By Ana Ceballos, The News Service of Florida
TALLAHASSEE — As the 2020 legislative session draws to a close, the House and Senate are in a standoff over a politically charged immigration proposal that is a top priority of Gov. Ron DeSantis.
House Republicans on Tuesday refused to back a Senate measure that would have given the Republican governor’s administration the power to randomly audit private businesses to ensure they are not hiring undocumented workers.
Under the Senate plan, private businesses would have the option to use E-Verify or the“I-9” form, two methods used by the federal government to verify workers’ legal eligibility. The Senate approved the proposal, which has the backing of DeSantis, last week.
But, after debating the measure (SB 664) for two hours Tuesday, the House replaced the Senate’s language with the House version of the bill (HB 1265).
The move came days after House Speaker Jose Oliva, R-Miami Lakes, said he had “tremendous concern” about giving an executive agency the authority to audit businesses at will, saying “something about that does not say American to me.”
Tuesday evening, the Senate sponsor of the measure questioned whether there is adequate time in the 60-day session, which is scheduled to end Friday, to resolve differences between the two chambers on one of DeSantis’ chief legislative priorities.
Sen. Tom Lee, a Thonotosassa Republican, said procedural delays could endanger the bill’s future.
“We are going to have to bring it back here (the Senate) and we’re going to re-open it to debate and all that is going to create drama and kill bills,” Lee told reporters Tuesday evening. “We have to get this done between now and Friday one way or the other.”
The Senate bill that was revised by the House was a version that was meant to “appease” House members, Lee emphasized. He said the bill was negotiated with the governor’s office and included much of the House’s language in order to reach a “compromise” between the two chambers.
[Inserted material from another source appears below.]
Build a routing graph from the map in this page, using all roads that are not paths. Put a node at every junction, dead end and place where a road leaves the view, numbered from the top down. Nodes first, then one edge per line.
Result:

“I guess it has fallen short for whatever reason,” Lee said, adding that he is “not a big fan of where (the bill) stands now.”
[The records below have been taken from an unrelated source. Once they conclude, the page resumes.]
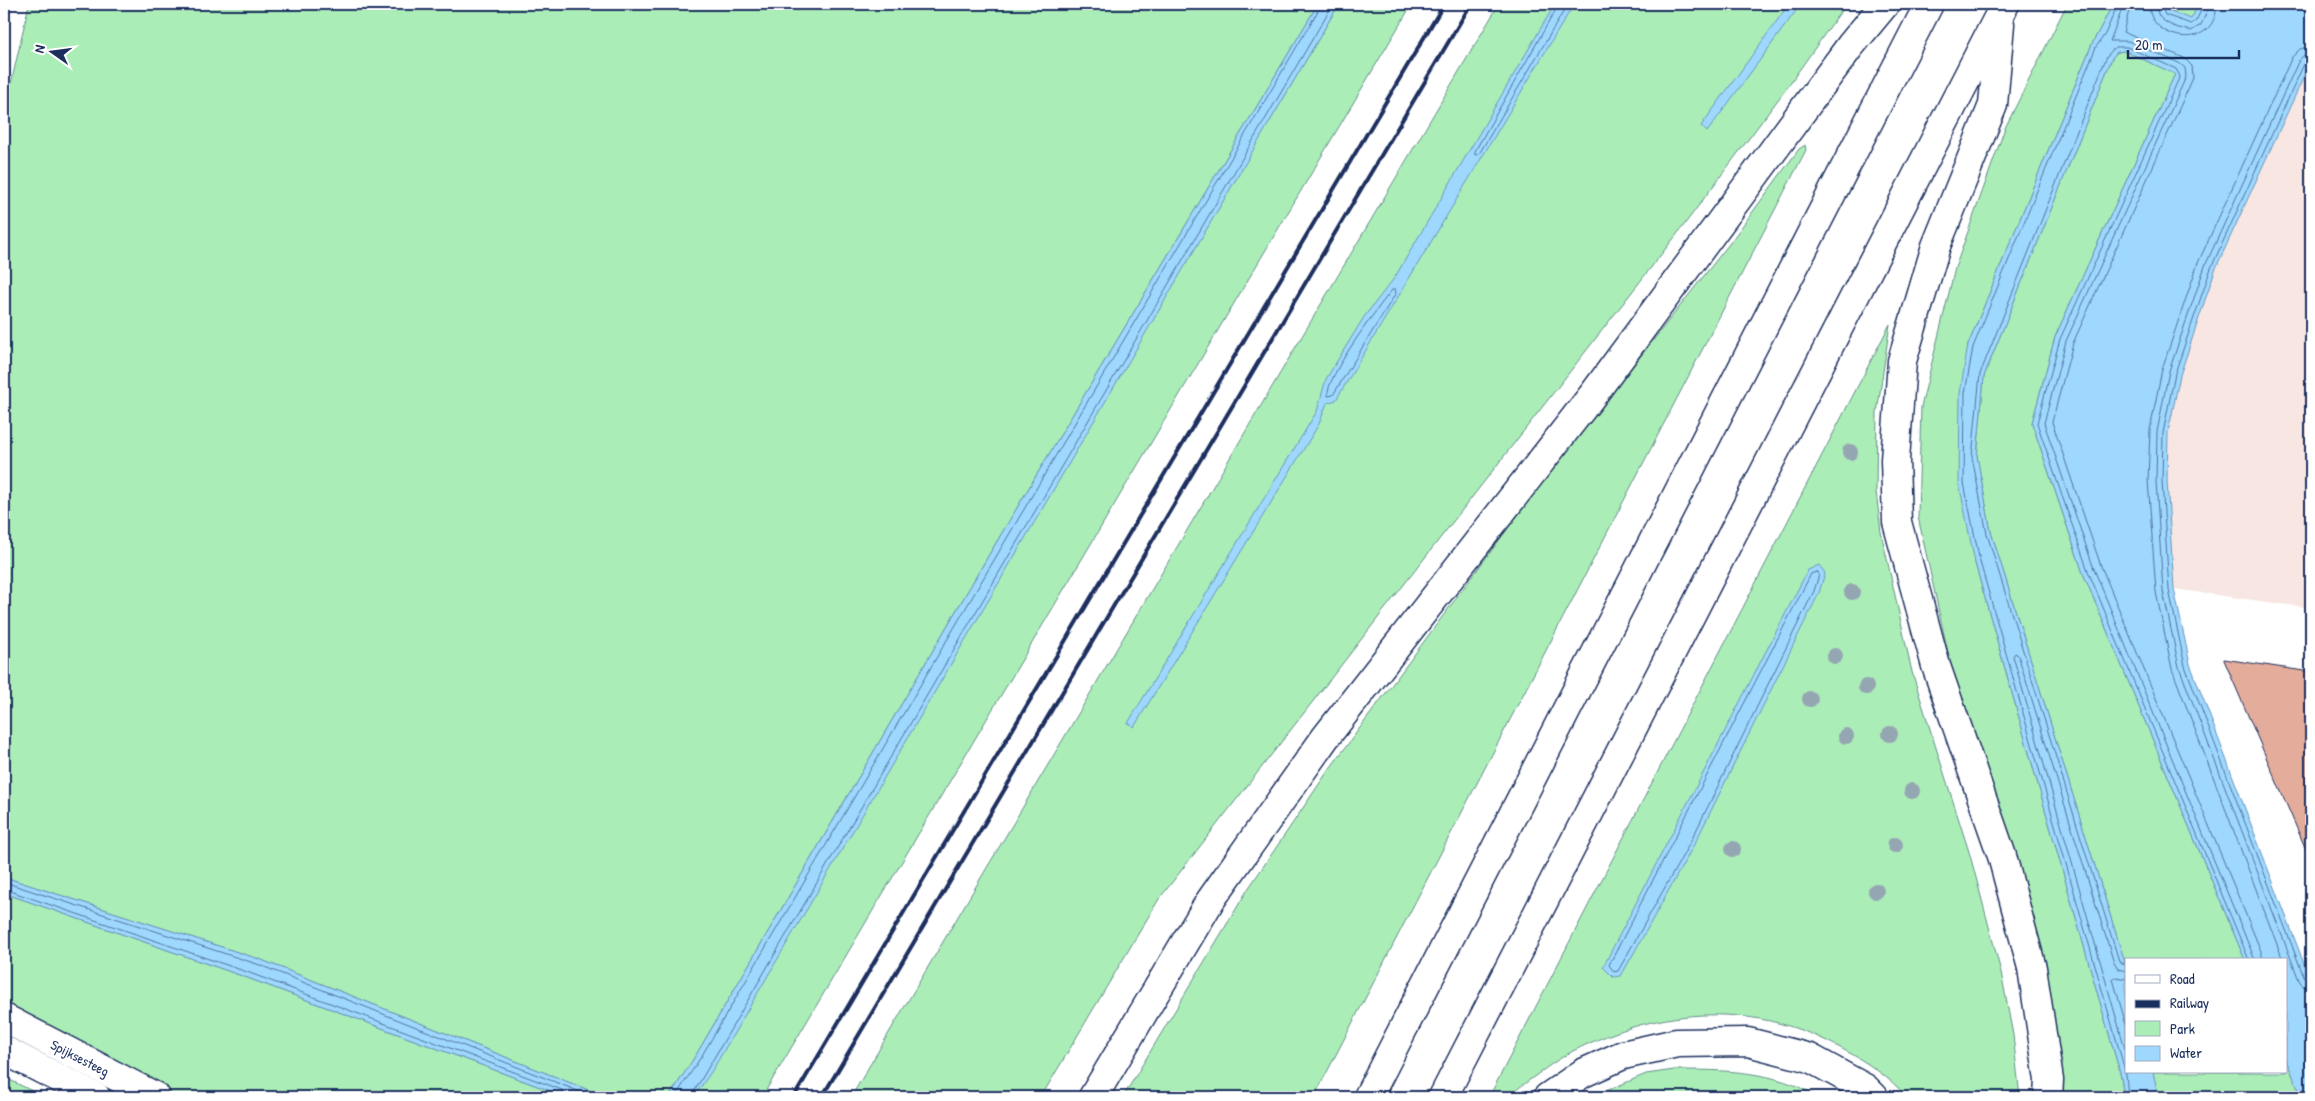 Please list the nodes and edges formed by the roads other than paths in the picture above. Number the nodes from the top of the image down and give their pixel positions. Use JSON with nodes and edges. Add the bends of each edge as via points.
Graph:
{"nodes":[{"id":1,"x":1885,"y":4,"type":"edge"},
{"id":2,"x":1929,"y":4,"type":"edge"},
{"id":3,"x":2003,"y":7,"type":"edge"},
{"id":4,"x":4,"y":1018,"type":"edge"},
{"id":5,"x":4,"y":1050,"type":"edge"},
{"id":6,"x":96,"y":1097,"type":"edge"},
{"id":7,"x":156,"y":1097,"type":"edge"},
{"id":8,"x":1093,"y":1097,"type":"edge"},
{"id":9,"x":1368,"y":1097,"type":"edge"},
{"id":10,"x":1443,"y":1097,"type":"edge"},
{"id":11,"x":1548,"y":1097,"type":"edge"},
{"id":12,"x":1874,"y":1097,"type":"edge"},
{"id":13,"x":2048,"y":1097,"type":"edge"}],
"edges":[{"from":1,"to":8,"type":"main road","via":[[1851,45],[1595,392],[1325,738],[1210,901]]},
{"from":2,"to":9,"type":"main road"},
{"from":3,"to":10,"type":"main road"},
{"from":3,"to":13,"type":"main road","via":[[1993,105],[1936,246],[1902,361],[1895,460],[1897,522],[1936,666],[2002,856],[2029,959]]},
{"from":4,"to":7,"type":"main road","name":"Spijksesteeg"},
{"from":5,"to":6,"type":"main road","name":"Spijksesteeg"},
{"from":11,"to":12,"type":"main road","via":[[1583,1073],[1623,1055],[1677,1043],[1748,1042],[1810,1058],[1865,1088]]}]}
The revised proposal still would require all public employers — such as school districts, public universities and state agencies — and their contractors to register with and use E-Verify.
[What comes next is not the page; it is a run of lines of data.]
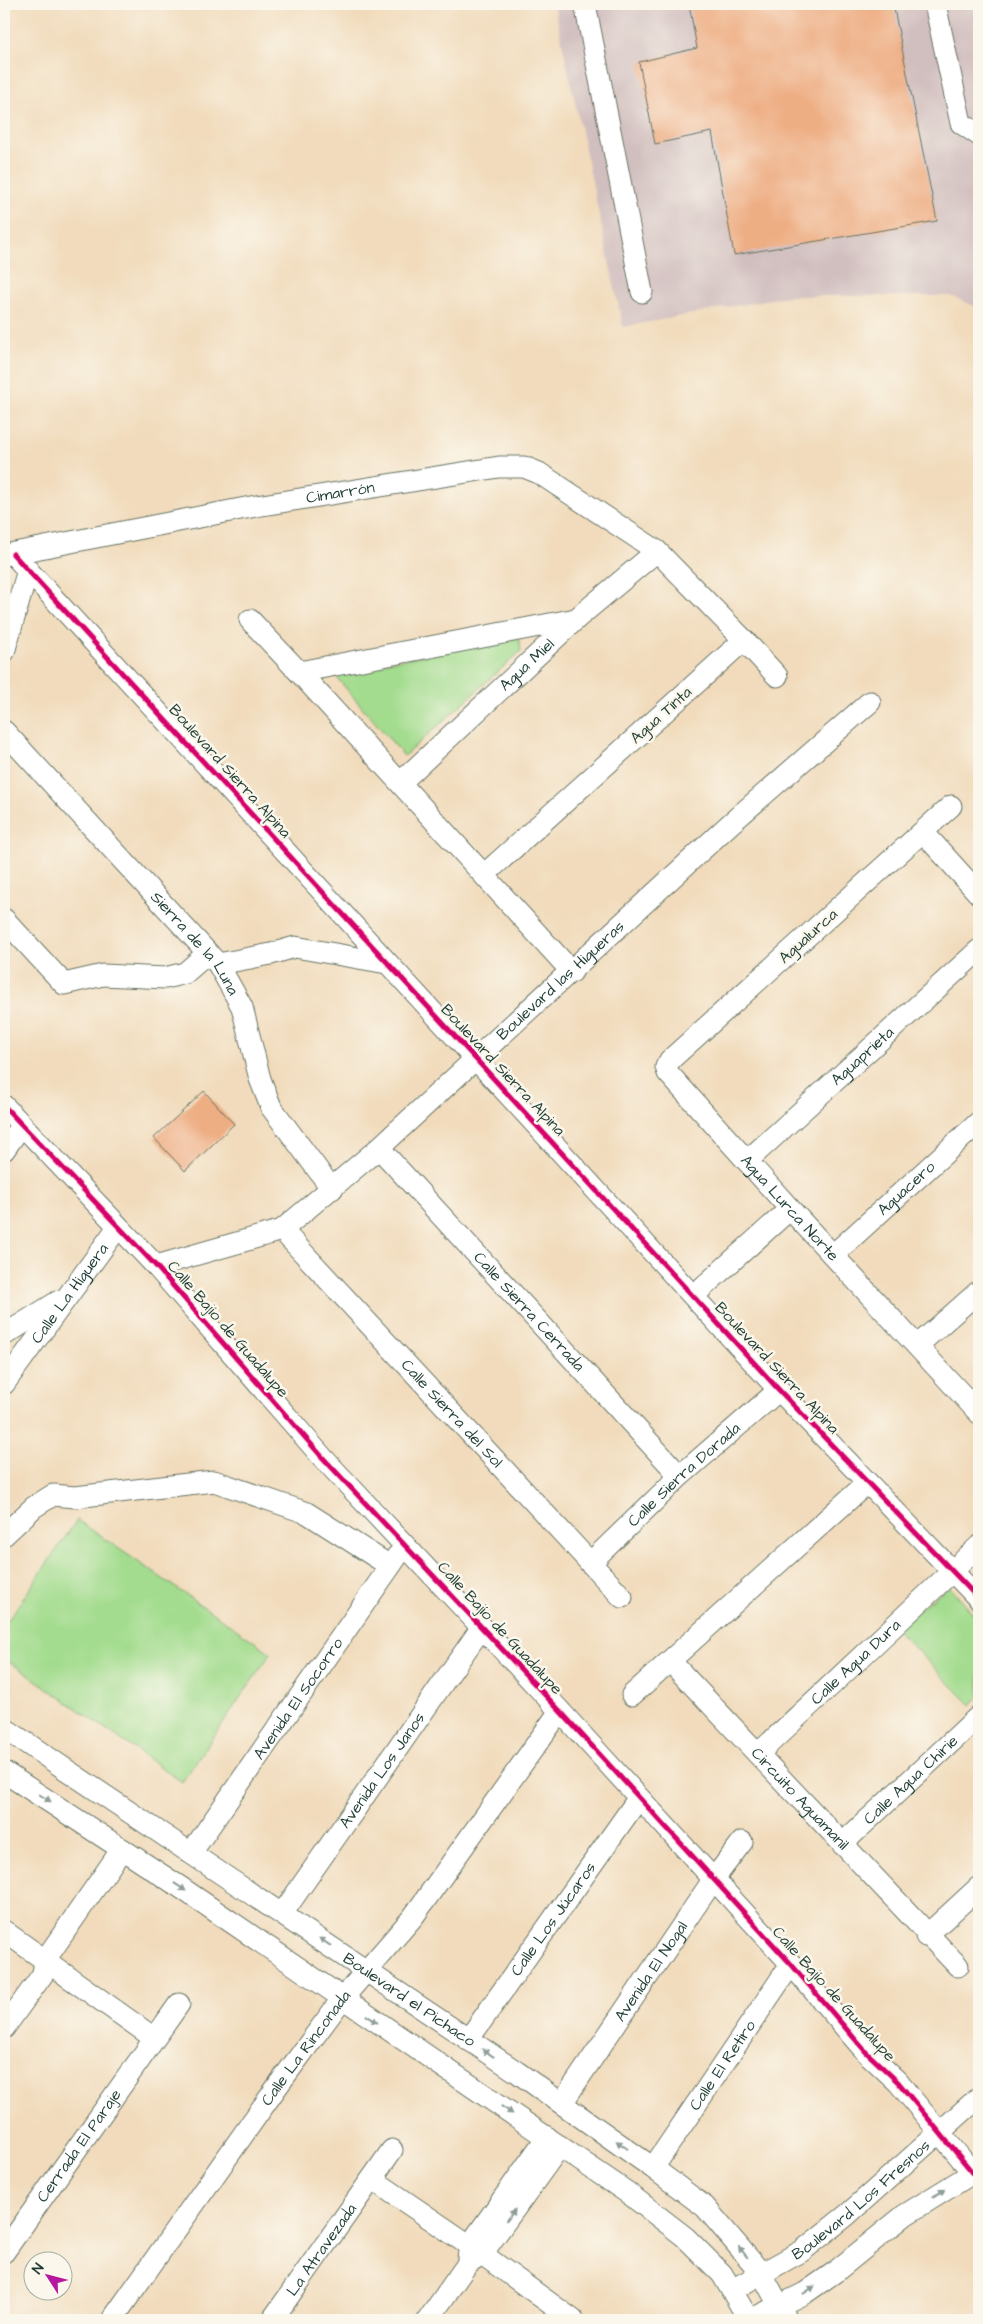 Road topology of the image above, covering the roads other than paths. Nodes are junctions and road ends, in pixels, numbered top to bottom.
1 (585, 4) edge
2 (935, 4) edge
3 (979, 135) edge
4 (642, 292) dead end
5 (657, 551) junction
6 (8, 555) edge
7 (28, 570) junction
8 (576, 619) junction
9 (250, 620) dead end
10 (744, 640) junction
11 (4, 652) edge
12 (299, 672) junction
13 (777, 676) dead end
14 (870, 702) dead end
15 (4, 730) edge
16 (401, 782) junction
17 (951, 806) dead end
18 (924, 832) junction
19 (485, 874) junction
20 (979, 894) edge
21 (4, 919) edge
22 (979, 950) edge
23 (213, 958) junction
24 (387, 963) junction
25 (572, 972) junction
26 (476, 1059) junction
27 (666, 1066) joint
28 (4, 1106) edge
29 (979, 1122) edge
30 (21, 1126) junction
31 (379, 1148) junction
32 (4, 1150) edge
33 (747, 1161) junction
34 (332, 1189) junction
35 (790, 1209) junction
36 (118, 1227) junction
37 (282, 1230) junction
38 (833, 1255) junction
39 (156, 1266) junction
40 (979, 1291) edge
41 (70, 1295) junction
42 (693, 1296) junction
43 (4, 1335) edge
44 (918, 1345) junction
45 (4, 1384) edge
46 (779, 1390) junction
47 (979, 1413) edge
48 (680, 1476) junction
49 (867, 1483) junction
50 (4, 1535) edge
51 (405, 1545) junction
52 (979, 1546) edge
53 (590, 1563) junction
54 (390, 1566) junction
55 (952, 1570) junction
56 (622, 1597) dead end
57 (979, 1599) edge
58 (482, 1627) junction
59 (671, 1662) junction
60 (632, 1695) dead end
61 (560, 1710) junction
62 (979, 1716) edge
63 (4, 1728) edge
64 (758, 1754) junction
65 (4, 1772) edge
66 (638, 1799) junction
67 (742, 1842) dead end
68 (842, 1844) junction
69 (128, 1853) junction
70 (191, 1853) junction
71 (713, 1880) junction
72 (979, 1887) edge
73 (282, 1914) junction
74 (4, 1931) edge
75 (926, 1936) junction
76 (790, 1964) junction
77 (958, 1966) dead end
78 (49, 1967) junction
79 (367, 1971) junction
80 (342, 1999) junction
81 (179, 2004) dead end
82 (4, 2028) edge
83 (154, 2038) junction
84 (468, 2040) junction
85 (979, 2097) edge
86 (562, 2103) junction
87 (940, 2132) junction
88 (554, 2142) junction
89 (392, 2150) dead end
90 (653, 2168) junction
91 (976, 2171) edge
92 (372, 2179) junction
93 (4, 2252) edge
94 (473, 2254) junction
95 (762, 2274) junction
96 (732, 2290) junction
97 (784, 2313) edge
98 (112, 2320) edge
99 (272, 2320) edge
100 (428, 2320) edge
101 (573, 2320) edge
102 (749, 2320) edge

1 - 4 street
2 - 3 street
5 - 6 street, Cimarrón
5 - 8 street, Agua Miel
5 - 10 street
6 - 7 street, Boulevard Sierra Alpina
7 - 11 street
7 - 24 street, Boulevard Sierra Alpina
8 - 12 street
8 - 16 street, Agua Miel
9 - 12 street
10 - 13 street
10 - 19 street, Agua Tinta
12 - 16 street
14 - 25 street, Boulevard las Higueras
15 - 23 street, Sierra de la Luna
16 - 19 street
17 - 18 street, Agualurca
18 - 20 street
18 - 27 street, Agualurca
19 - 25 street
21 - 23 street
22 - 33 street, Aguaprieta
23 - 24 street
23 - 34 street, Sierra de la Luna
24 - 26 street, Boulevard Sierra Alpina
25 - 26 street, Boulevard las Higueras
26 - 31 street, Boulevard las Higueras
26 - 42 street, Boulevard Sierra Alpina
27 - 33 street, Agua Lurca Norte
28 - 30 street, Calle Bajío de Guadalupe
29 - 38 street, Aguacero
30 - 32 street
30 - 36 street, Calle Bajío de Guadalupe
31 - 34 street, Boulevard las Higueras
31 - 48 street, Calle Sierra Cerrada
33 - 35 street, Agua Lurca Norte
34 - 37 street, Boulevard las Higueras
35 - 38 street, Agua Lurca Norte
35 - 42 street
36 - 39 street, Calle Bajío de Guadalupe
36 - 41 street, Calle La Higuera
37 - 39 street, Boulevard las Higueras
37 - 53 street, Calle Sierra del Sol
38 - 44 street, Agua Lurca Norte
39 - 51 street, Calle Bajío de Guadalupe
40 - 44 street
41 - 43 street
41 - 45 street, Calle La Higuera
42 - 46 street, Boulevard Sierra Alpina
44 - 47 street, Agua Lurca Norte
46 - 48 street, Calle Sierra Dorada
46 - 49 street, Boulevard Sierra Alpina
48 - 53 street, Calle Sierra Dorada
49 - 55 street, Boulevard Sierra Alpina
49 - 59 street
50 - 54 street
51 - 54 street, Avenida El Socorro
51 - 58 street, Calle Bajío de Guadalupe
52 - 55 street, Calle Agua Dura
53 - 56 street, Calle Sierra del Sol
54 - 70 street, Avenida El Socorro
55 - 57 street, Boulevard Sierra Alpina
55 - 64 street, Calle Agua Dura
58 - 61 street, Calle Bajío de Guadalupe
58 - 73 street, Avenida Los Janos
59 - 60 street
59 - 64 street, Circuito Aguamanil
61 - 66 street, Calle Bajío de Guadalupe
61 - 79 street, Calle La Rinconada
62 - 68 street, Calle Agua Chirie
63 - 70 street, Boulevard el Pichaco
64 - 68 street, Circuito Aguamanil
65 -> 69 street
66 - 71 street, Calle Bajío de Guadalupe
66 - 84 street, Calle Los Júcaros
67 - 71 street, Avenida El Nogal
68 - 75 street, Circuito Aguamanil
69 - 78 street
69 -> 80 street
70 - 73 street, Boulevard el Pichaco
71 - 76 street, Calle Bajío de Guadalupe
71 - 86 street, Avenida El Nogal
72 - 75 street
79 -> 73 street, Boulevard el Pichaco
74 - 78 street
75 - 77 street, Circuito Aguamanil
76 - 87 street, Calle Bajío de Guadalupe
76 - 90 street, Calle El Retiro
78 - 82 street
78 - 83 street
79 - 80 street, Calle La Rinconada
79 - 84 street, Boulevard el Pichaco
80 -> 88 street
80 - 98 street, Calle La Rinconada
81 - 83 street, Cerrada El Paraje
83 - 93 street, Cerrada El Paraje
86 -> 84 street, Boulevard el Pichaco
85 - 87 street, Boulevard Los Fresnos
90 -> 86 street, Boulevard el Pichaco
87 - 91 street, Calle Bajío de Guadalupe
87 - 95 street, Boulevard Los Fresnos
88 - 94 street
88 - 96 street
89 - 92 street, La Atravezada
95 -> 90 street, Boulevard el Pichaco
97 -> 91 street
92 - 94 street
92 - 99 street, La Atravezada
94 - 100 street
94 - 101 street
95 - 96 street, Boulevard Los Fresnos
95 - 97 street, Boulevard el Pichaco
96 - 102 street
97 - 102 street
The bill also keeps intact a provision that would give private companies the option to use the federal verification system or an “I-9” form, which federal law already requires businesses to use.
Under the House version of the bill, private businesses that receive state-funded economic incentives would have to use E-Verify. The Senate’s plan, however, would allow private companies who receive incentives to use E-Verify or a “substantially equivalent” system.
The main sticking point — and the provision that drew Oliva’s criticism — was a provision in the Senate bill that gave the Department of Economic Opportunity the authority to check the employment files of businesses that opt not to use E-Verify.
DeSantis, who made an E-Verify mandate a cornerstone of his 2018 run for governor, has made clear to the Legislature that he wants a bill requiring all public and private employers to use E-Verify.
But the governor’s request appears to have fallen short, given that both the Senate and House have proposed legislation that would give private businesses the option of keeping a three-year record of the documents used by applicants to complete an “I-9” form.
The current version of the bill also says that government employers or private businesses do not have to verify the legal eligibility of workers who are already employed. The measure would give private and public employers until January 2021 to begin checking workers’ immigration status through either of the two federal verification methods.
The House could vote on the measure as soon as Wednesday. If the House passes the proposal, it would have to be sent back to the Senate for another vote.
“It is dangerous to bounce the bill, but I think the House knew that,” Lee said, frowning. “If the governor weighs in, we probably will be inclined to find time.”